Type hinting / annotating SPEC

jarrodmillman · February 17, 2021, 5:02pm

Many ecosystem projects are beginning to discuss how and when to implement type hinting / annotating. For example, see

Type hinting / annotation (PEP 484) for ndarray, dtype, and ufunc · Issue #7370 · numpy/numpy · GitHub
type stubs for matplotlib · Issue #17991 · matplotlib/matplotlib · GitHub
Python 3.7 Typing · Issue #3153 · scikit-image/scikit-image · GitHub
Support typing · Issue #16705 · scikit-learn/scikit-learn · GitHub
Add type annotations for Graph and DiGraph by NeilGirdhar · Pull Request #4014 · networkx/networkx · GitHub

Type hinting / annotation seems like a generally desirable feature and one that most projects in the ecosystem will need to sort out sooner or later. However, this functionality is new and seems to be evolving and improving. For developers who are not closely following the situation, it is unclear how mature this functionality is, what the current costs and benefits of implementing it now are, and what the best way to implement this functionality is. For example, does it make it easier or harder for first-time contributors? Is there anything special needed to handle shared data structures like NumPy arrays? How important is it for the ecosystem projects to implement this functionality in a similar way? Does (and, if so, how does) this impact shared tooling (e.g., numpydoc)?

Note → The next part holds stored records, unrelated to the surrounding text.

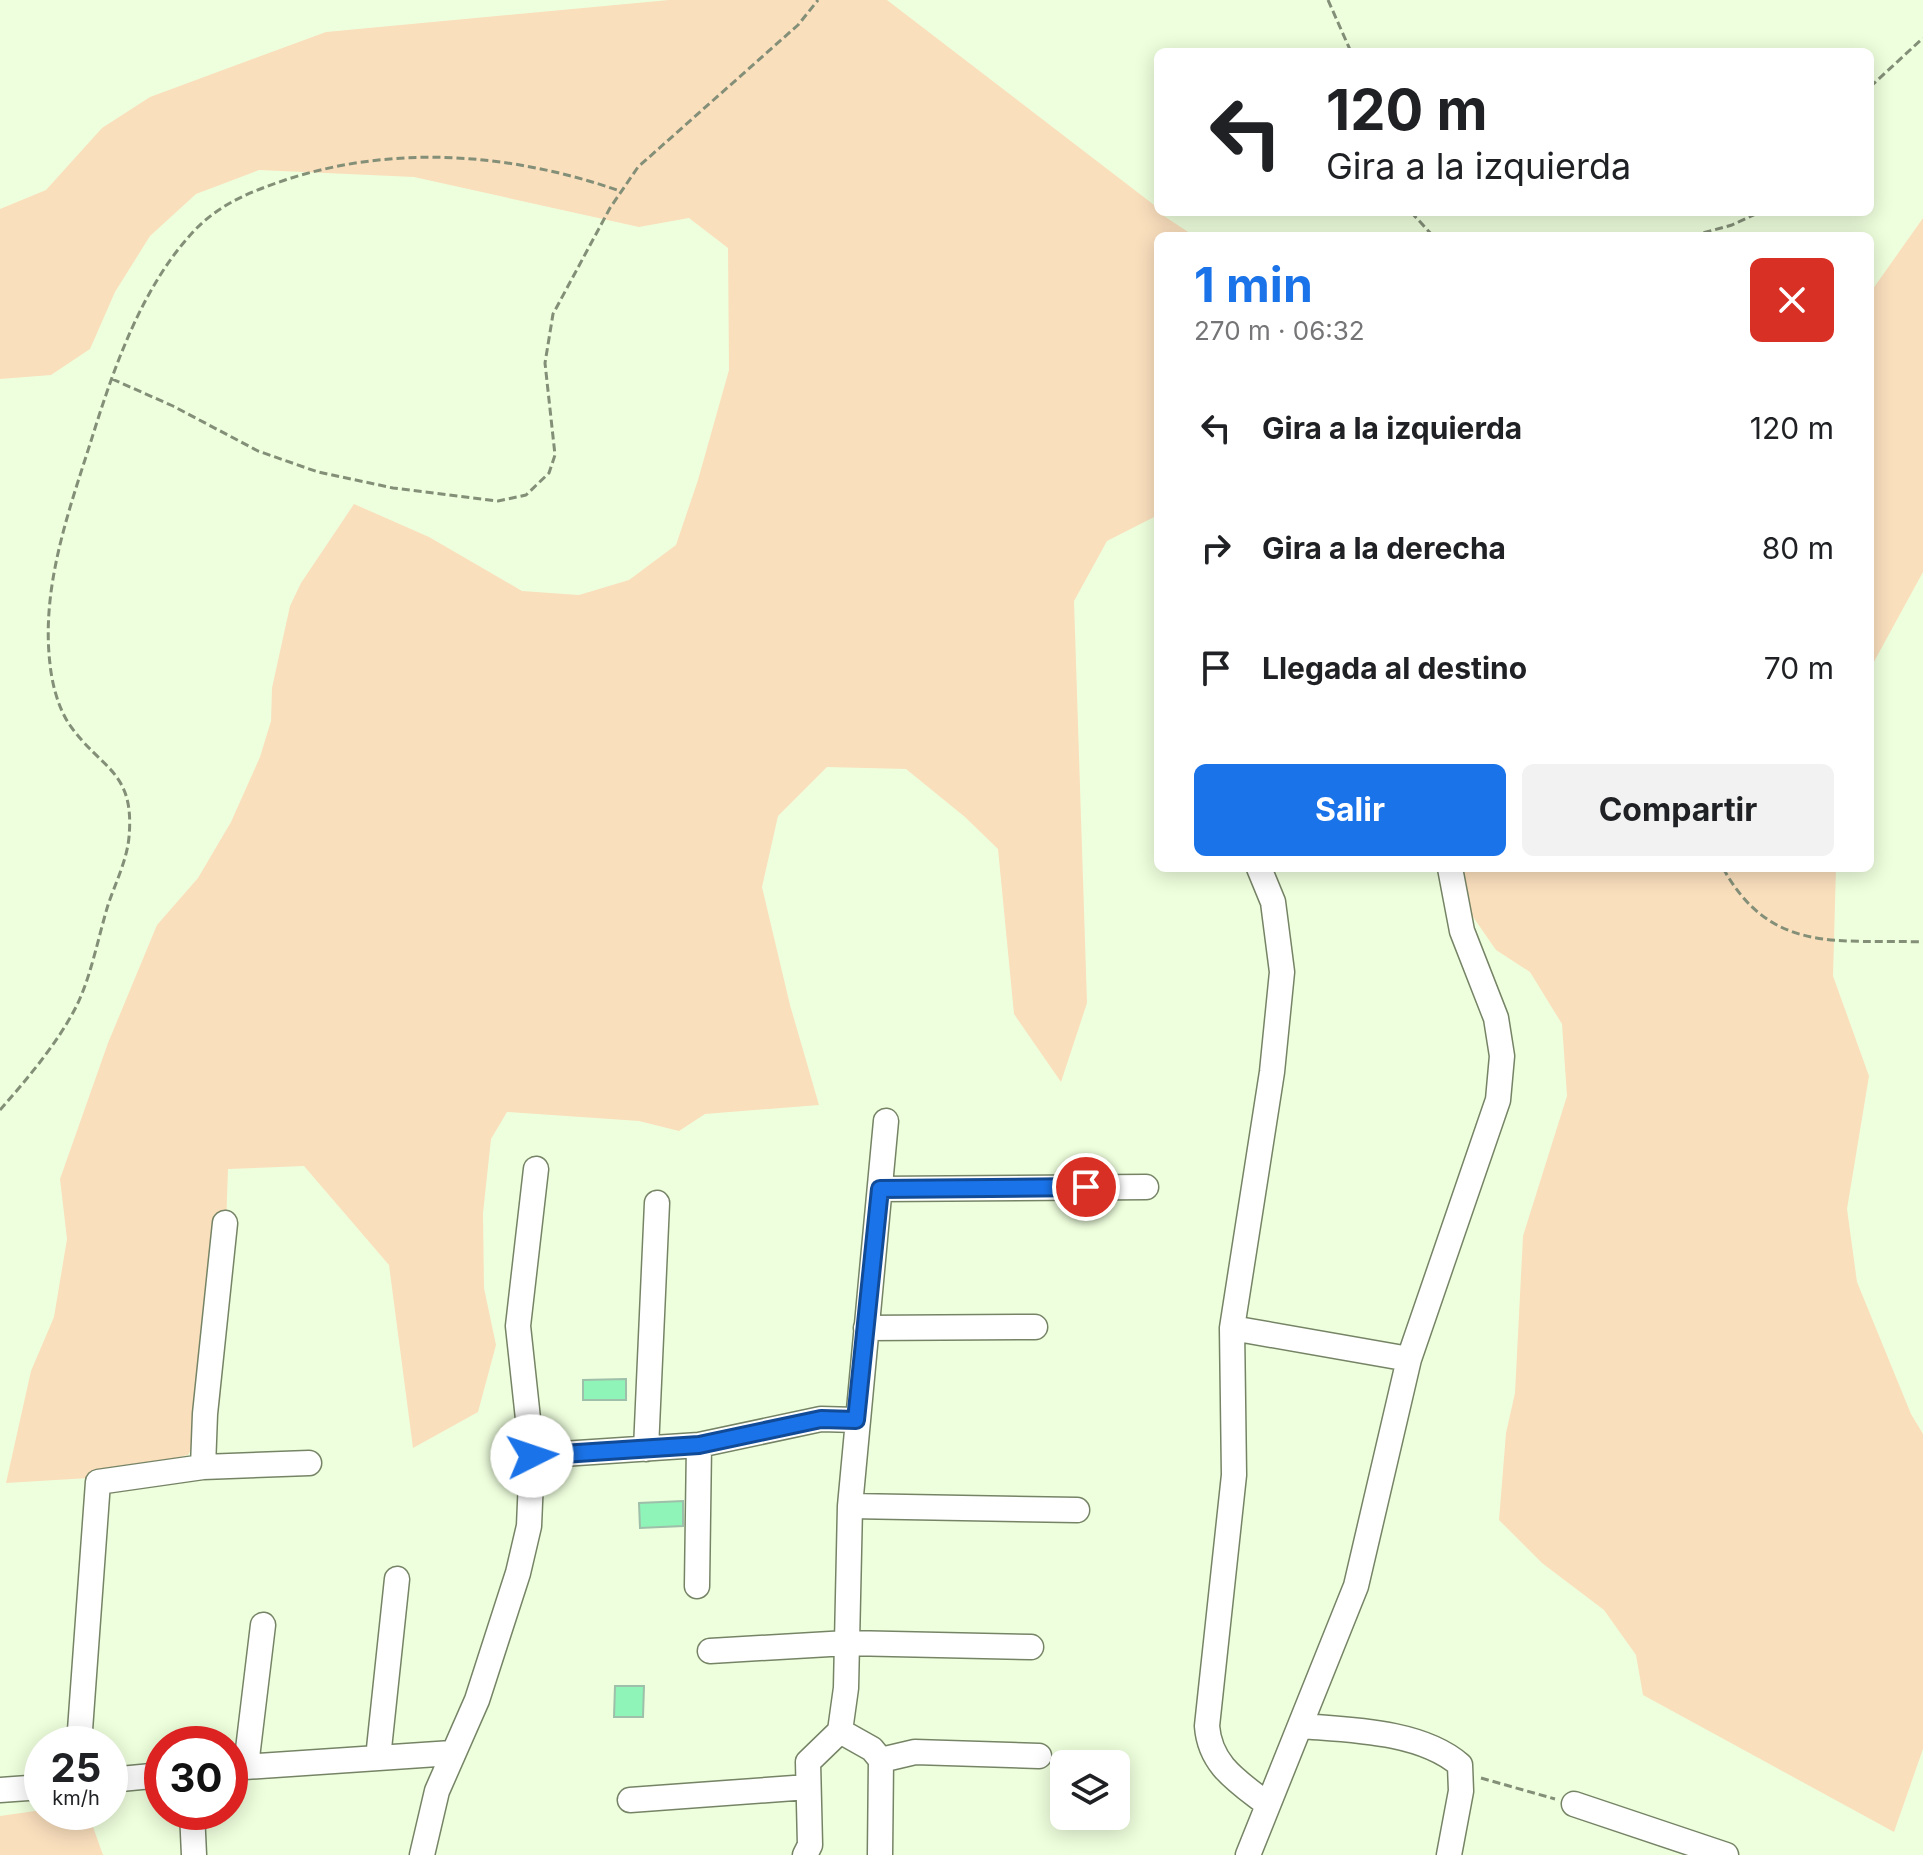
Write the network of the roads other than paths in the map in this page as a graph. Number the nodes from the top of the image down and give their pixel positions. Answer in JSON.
{"nodes":[{"id":1,"x":1261,"y":872,"type":"edge"},
{"id":2,"x":1451,"y":872,"type":"edge"},
{"id":3,"x":886,"y":1121,"type":"dead end"},
{"id":4,"x":536,"y":1169,"type":"dead end"},
{"id":5,"x":1146,"y":1187,"type":"dead end"},
{"id":6,"x":880,"y":1189,"type":"junction"},
{"id":7,"x":657,"y":1203,"type":"dead end"},
{"id":8,"x":225,"y":1223,"type":"dead end"},
{"id":9,"x":1035,"y":1327,"type":"dead end"},
{"id":10,"x":866,"y":1328,"type":"junction"},
{"id":11,"x":1232,"y":1328,"type":"junction"},
{"id":12,"x":1409,"y":1359,"type":"junction"},
{"id":13,"x":856,"y":1420,"type":"junction"},
{"id":14,"x":699,"y":1445,"type":"junction"},
{"id":15,"x":646,"y":1449,"type":"junction"},
{"id":16,"x":532,"y":1456,"type":"junction"},
{"id":17,"x":309,"y":1463,"type":"dead end"},
{"id":18,"x":203,"y":1467,"type":"junction"},
{"id":19,"x":850,"y":1506,"type":"junction"},
{"id":20,"x":1077,"y":1510,"type":"dead end"},
{"id":21,"x":397,"y":1579,"type":"dead end"},
{"id":22,"x":697,"y":1586,"type":"dead end"},
{"id":23,"x":263,"y":1625,"type":"dead end"},
{"id":24,"x":847,"y":1643,"type":"junction"},
{"id":25,"x":1031,"y":1647,"type":"dead end"},
{"id":26,"x":710,"y":1651,"type":"dead end"},
{"id":27,"x":80,"y":1726,"type":"edge"},
{"id":28,"x":245,"y":1726,"type":"edge"},
{"id":29,"x":1301,"y":1726,"type":"junction"},
{"id":30,"x":840,"y":1731,"type":"junction"},
{"id":31,"x":452,"y":1753,"type":"junction"},
{"id":32,"x":1039,"y":1756,"type":"dead end"},
{"id":33,"x":378,"y":1758,"type":"junction"},
{"id":34,"x":881,"y":1760,"type":"junction"},
{"id":35,"x":248,"y":1766,"type":"edge"},
{"id":36,"x":808,"y":1787,"type":"junction"},
{"id":37,"x":24,"y":1788,"type":"edge"},
{"id":38,"x":0,"y":1790,"type":"edge"},
{"id":39,"x":630,"y":1800,"type":"dead end"},
{"id":40,"x":1574,"y":1804,"type":"road end"},
{"id":41,"x":1268,"y":1805,"type":"junction"},
{"id":42,"x":193,"y":1830,"type":"edge"},
{"id":43,"x":194,"y":1855,"type":"edge"},
{"id":44,"x":422,"y":1855,"type":"edge"},
{"id":45,"x":805,"y":1855,"type":"edge"},
{"id":46,"x":880,"y":1855,"type":"edge"},
{"id":47,"x":1248,"y":1855,"type":"edge"},
{"id":48,"x":1449,"y":1855,"type":"edge"},
{"id":49,"x":1726,"y":1855,"type":"edge"}],
"edges":[{"from":1,"to":11,"type":"street"},
{"from":2,"to":12,"type":"street"},
{"from":3,"to":6,"type":"street"},
{"from":4,"to":16,"type":"street"},
{"from":5,"to":6,"type":"street"},
{"from":6,"to":10,"type":"street"},
{"from":7,"to":15,"type":"street"},
{"from":8,"to":18,"type":"street"},
{"from":9,"to":10,"type":"street"},
{"from":10,"to":13,"type":"street"},
{"from":11,"to":12,"type":"street"},
{"from":11,"to":41,"type":"street"},
{"from":12,"to":29,"type":"street"},
{"from":13,"to":14,"type":"street"},
{"from":13,"to":19,"type":"street"},
{"from":14,"to":15,"type":"street"},
{"from":14,"to":22,"type":"street"},
{"from":15,"to":16,"type":"street"},
{"from":16,"to":31,"type":"street"},
{"from":17,"to":18,"type":"street"},
{"from":18,"to":27,"type":"street"},
{"from":19,"to":20,"type":"street"},
{"from":19,"to":24,"type":"street"},
{"from":21,"to":33,"type":"street"},
{"from":23,"to":28,"type":"street"},
{"from":24,"to":25,"type":"street"},
{"from":24,"to":26,"type":"street"},
{"from":24,"to":30,"type":"street"},
{"from":29,"to":41,"type":"street"},
{"from":29,"to":48,"type":"street"},
{"from":30,"to":34,"type":"street"},
{"from":30,"to":36,"type":"street"},
{"from":31,"to":33,"type":"street"},
{"from":31,"to":44,"type":"street"},
{"from":32,"to":34,"type":"street"},
{"from":33,"to":35,"type":"street"},
{"from":34,"to":46,"type":"street"},
{"from":36,"to":39,"type":"street"},
{"from":36,"to":45,"type":"street"},
{"from":37,"to":38,"type":"street"},
{"from":40,"to":49,"type":"street"},
{"from":41,"to":47,"type":"street"},
{"from":42,"to":43,"type":"street"}]}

Rather than having each project spend time researching this topic and independently figuring out how and when to implement it, this SPEC could provide much needed guidance about why, when, and how ecosystem projects should consider implementing this functionality. It could also pool the limited expertise across projects. This would help those experts form a community to discuss this issue and would provide maintainers who have not had the time to learn about this functionality yet a group of colleagues whose collective opinion can be relied upon.

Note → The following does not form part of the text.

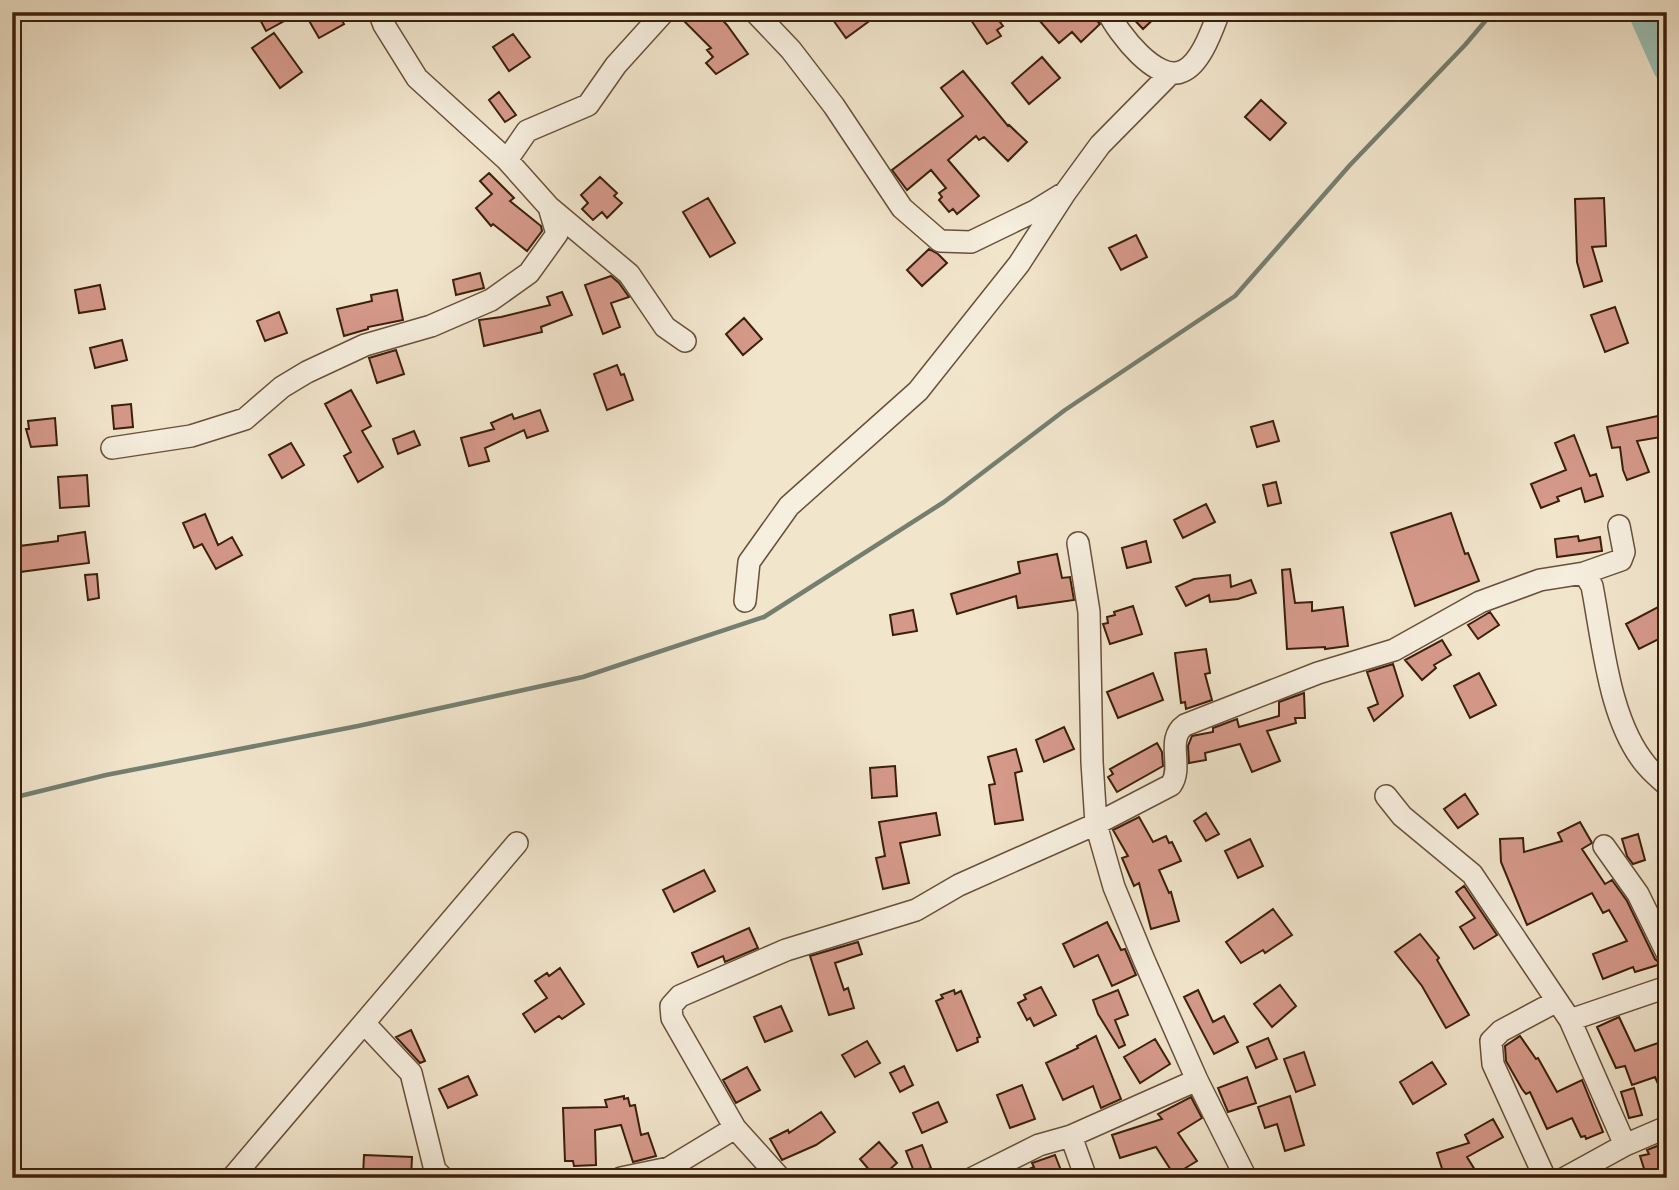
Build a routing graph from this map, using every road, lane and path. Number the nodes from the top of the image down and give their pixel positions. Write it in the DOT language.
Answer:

I don’t know enough about this issue to suggest exactly what this SPEC should look like and I am not the right person to draft such a SPEC. But speaking as a NetworkX developer, I believe something like the following would be very helpful for my project and I am certain many other projects would similarly benefit.

Certain projects are investigating and starting to implement type hints / annotations. Perhaps the contributors working on those features would coauthor a new SPEC. In order for the new SPEC to be accepted, the authors would need to provide some basic details about the type hinting and how it would benefit the ecosystem (particularly focusing on how coordinating this would benefit the ecosystem). It should also identify a few projects and people who will be prototyping this functionality. After it is accepted, the coauthors from the various Core and other ecosystem projects would coordinate with one another, review one another work in the various project repositories, and distill from this experience guidance for why, when, and how other ecosystem projects should follow. Much of the actual work would take place in the individual projects prototyping this feature. But the coauthors who in the past would have been siloed in their individual projects would form a mini-community that can review one another work and leverage each other experience.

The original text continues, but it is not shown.